POLICE: ART WORTH $300K DESTROYED
Posted January 3, 2018 4:52 p.m. EST
A Dallas woman is facing felony charges after police say she destroyed at least $300,000 worth of sculptures and original paintings - including two original Andy Warhol works - at the River Oaks home of well-known Houston trial lawyer Anthony Buzbee.
Lindy Lou Layman, 29, was charged Saturday with felony criminal mischief in the incident, Houston police said in court documents. Police allege that Layman threw two abstract sculptures and destroyed three original paintings at Buzbee's mansion. She was released on $30,000 bail.
In court, prosecutors said Layman was on a first date with Buzbee, according to KHOU-TV.
Buzbee told police he called Layman an Uber after she became intoxicated, the news station reported, after which she refused to leave and hid inside the home.
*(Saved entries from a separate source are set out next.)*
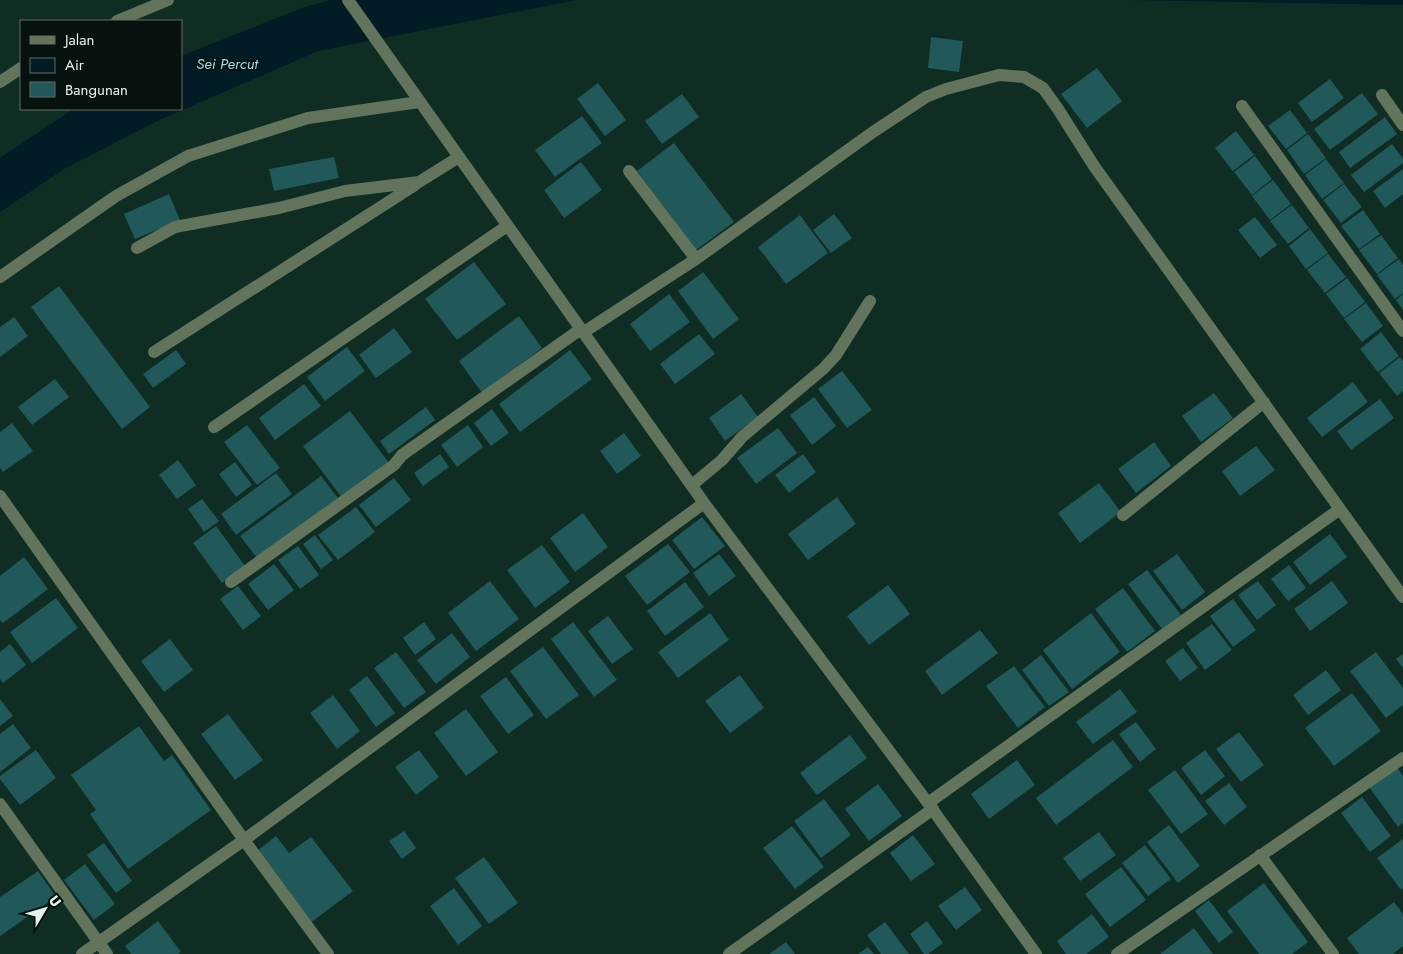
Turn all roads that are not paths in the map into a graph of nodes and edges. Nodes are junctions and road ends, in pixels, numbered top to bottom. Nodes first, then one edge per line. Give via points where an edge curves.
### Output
1 (168, 0) edge
2 (348, 0) edge
3 (119, 20) edge
4 (20, 69) edge
5 (0, 82) edge
6 (1382, 95) dead end
7 (419, 102) junction
8 (1242, 106) dead end
9 (1403, 125) edge
10 (459, 157) junction
11 (629, 171) dead end
12 (419, 182) junction
13 (507, 226) junction
14 (137, 248) dead end
15 (696, 259) junction
16 (0, 277) edge
17 (870, 300) dead end
18 (582, 331) junction
19 (1403, 332) edge
20 (154, 352) dead end
21 (1264, 402) junction
22 (214, 426) dead end
23 (692, 485) junction
24 (0, 496) edge
25 (704, 503) junction
26 (1340, 509) junction
27 (1123, 515) dead end
28 (231, 582) dead end
29 (1403, 597) edge
30 (1402, 760) edge
31 (0, 804) edge
32 (930, 806) junction
33 (244, 840) junction
34 (1260, 855) junction
35 (99, 942) junction
36 (82, 954) edge
37 (108, 954) edge
38 (328, 954) edge
39 (729, 954) edge
40 (1036, 954) edge
41 (1117, 954) edge
42 (1333, 954) edge

1 - 3 street
2 - 7 street
4 - 5 street
6 - 9 street
7 - 10 street
7 - 16 street via 308,118 188,156 116,196
8 - 19 street
10 - 12 street
10 - 13 street
11 - 15 street
12 - 14 street via 345,191 279,208 175,228
12 - 20 street
13 - 18 street
13 - 22 street
15 - 18 street
15 - 21 street via 926,97 999,75 1024,76 1042,88 1058,109 1094,166
17 - 23 street via 836,355 823,369
18 - 23 street
18 - 28 street via 402,455 394,466
21 - 26 street
21 - 27 street
23 - 25 street
24 - 33 street
25 - 32 street
25 - 33 street
26 - 29 street
26 - 32 street
30 - 34 street
31 - 35 street
32 - 39 street
32 - 40 street
33 - 35 street
33 - 38 street
34 - 41 street
34 - 42 street
35 - 36 street
35 - 37 street

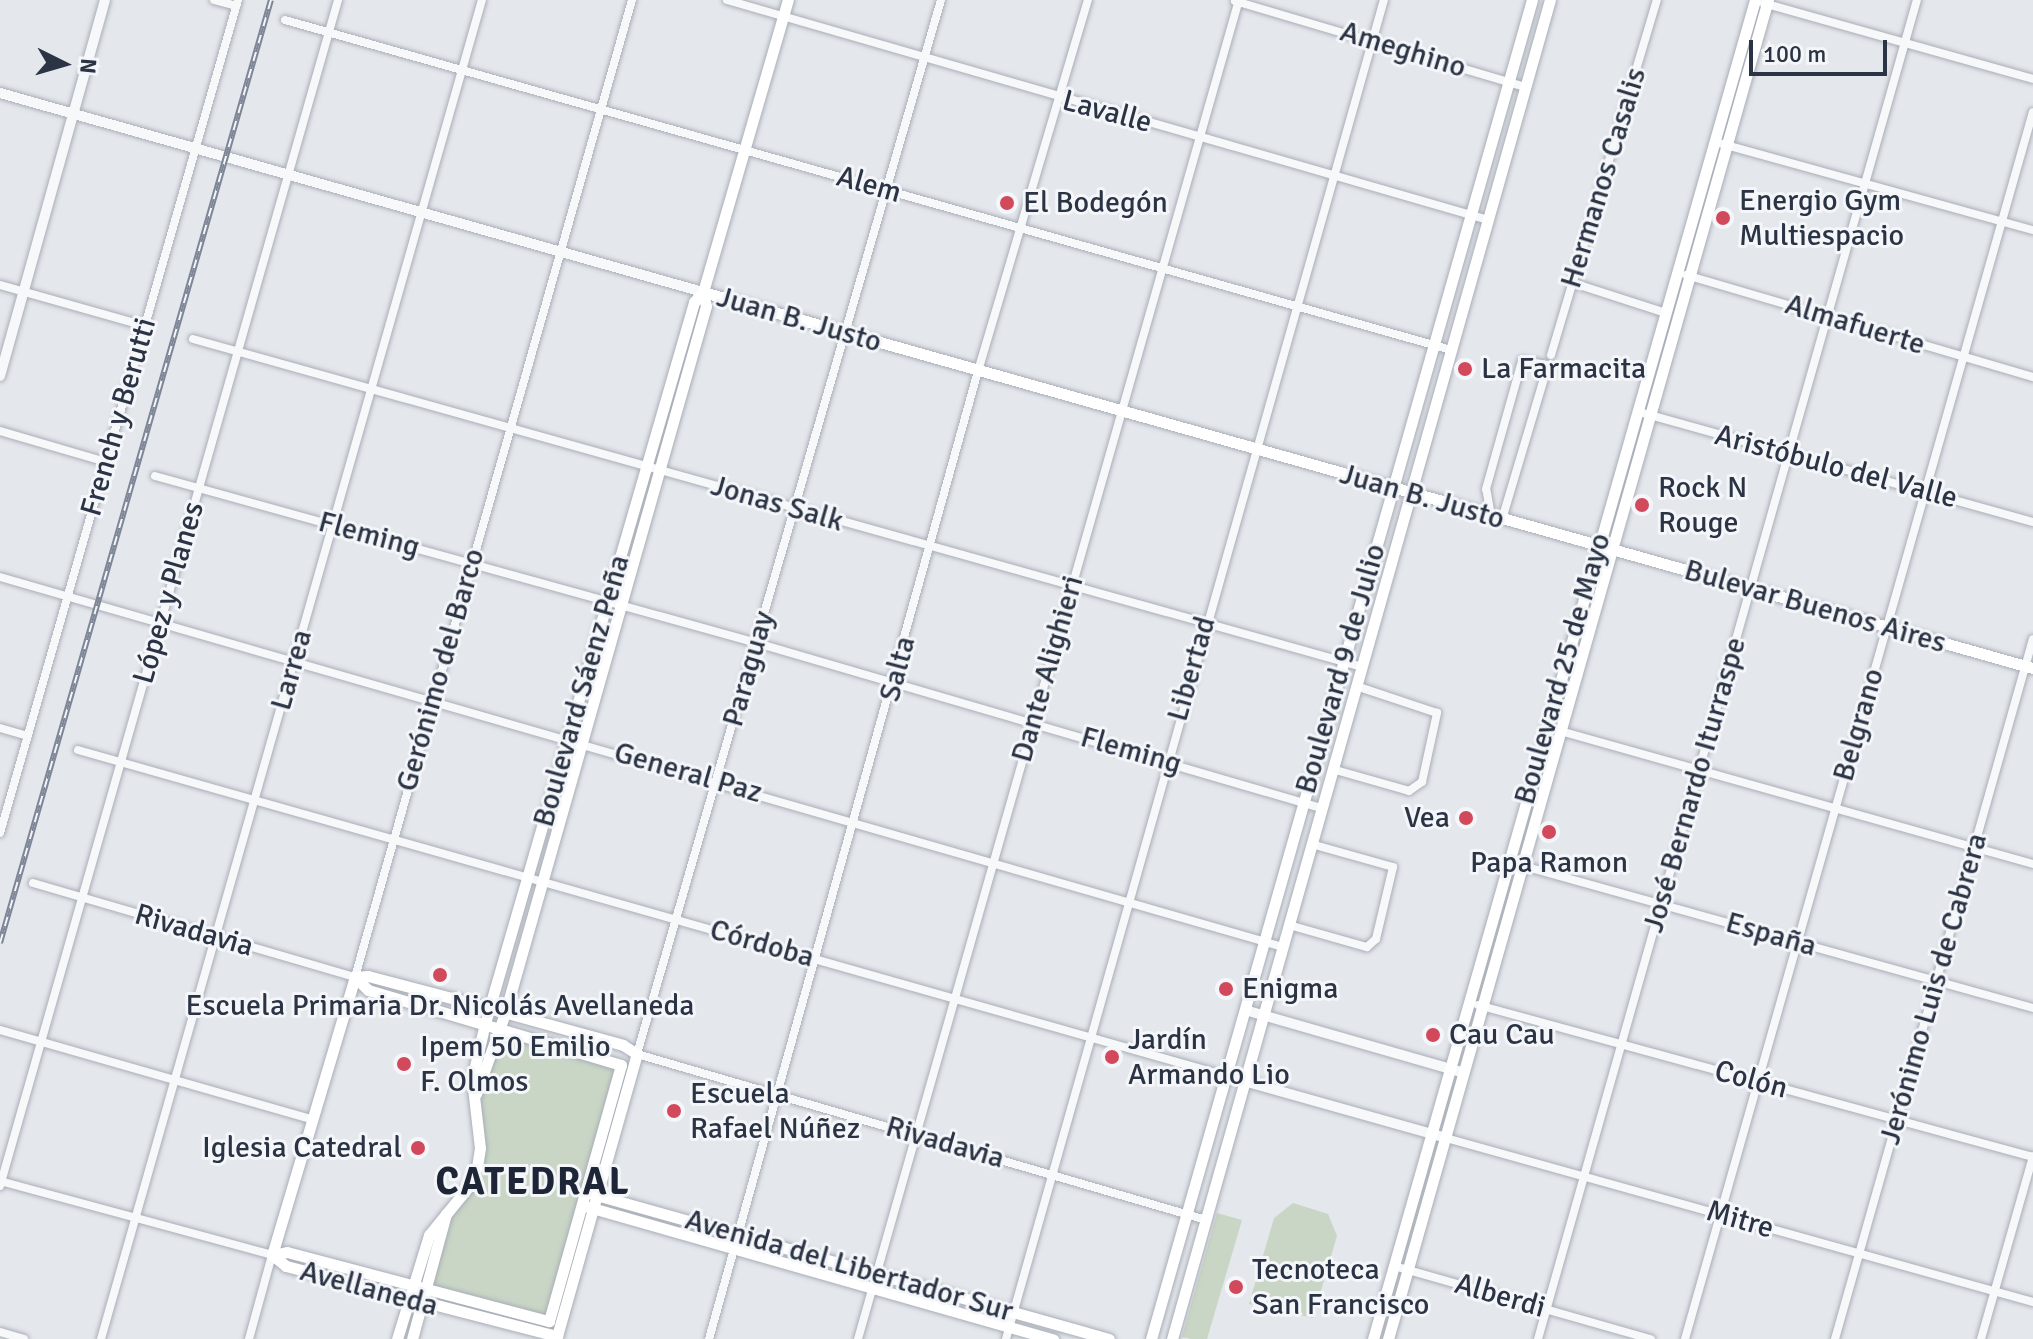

The suspect allegedly tore down two original Andy Warhol paintings each worth hundreds of thousands of dollars, the news station reported. Police said she also poured some sort of liquid on paintings.
Layman's LinkedIn profile says she has worked as a freelance court reporter.
Buzbee is a high-profile attorney who successfully defended former Gov. Rick Perry in an abuse-of-power case.
He hosted a fundraiser at his multimillion-dollar home in June 2016 for then-presidential candidate Donald Trump, though he later said he was "completely" done with Trump's candidacy after a 2005 video of Trump bragging about groping woman surfaced that fall. Buzbee said in October 2016 that he planned to write in veteran Dan Moran on his ballot.
Buzbee later donated $500,000 to Trump's inauguration committee, Law.com reported in April.
He also raised more than $100,000 for Houston mayoral candidate Adrian Garcia during a fundraiser at the home in 2014.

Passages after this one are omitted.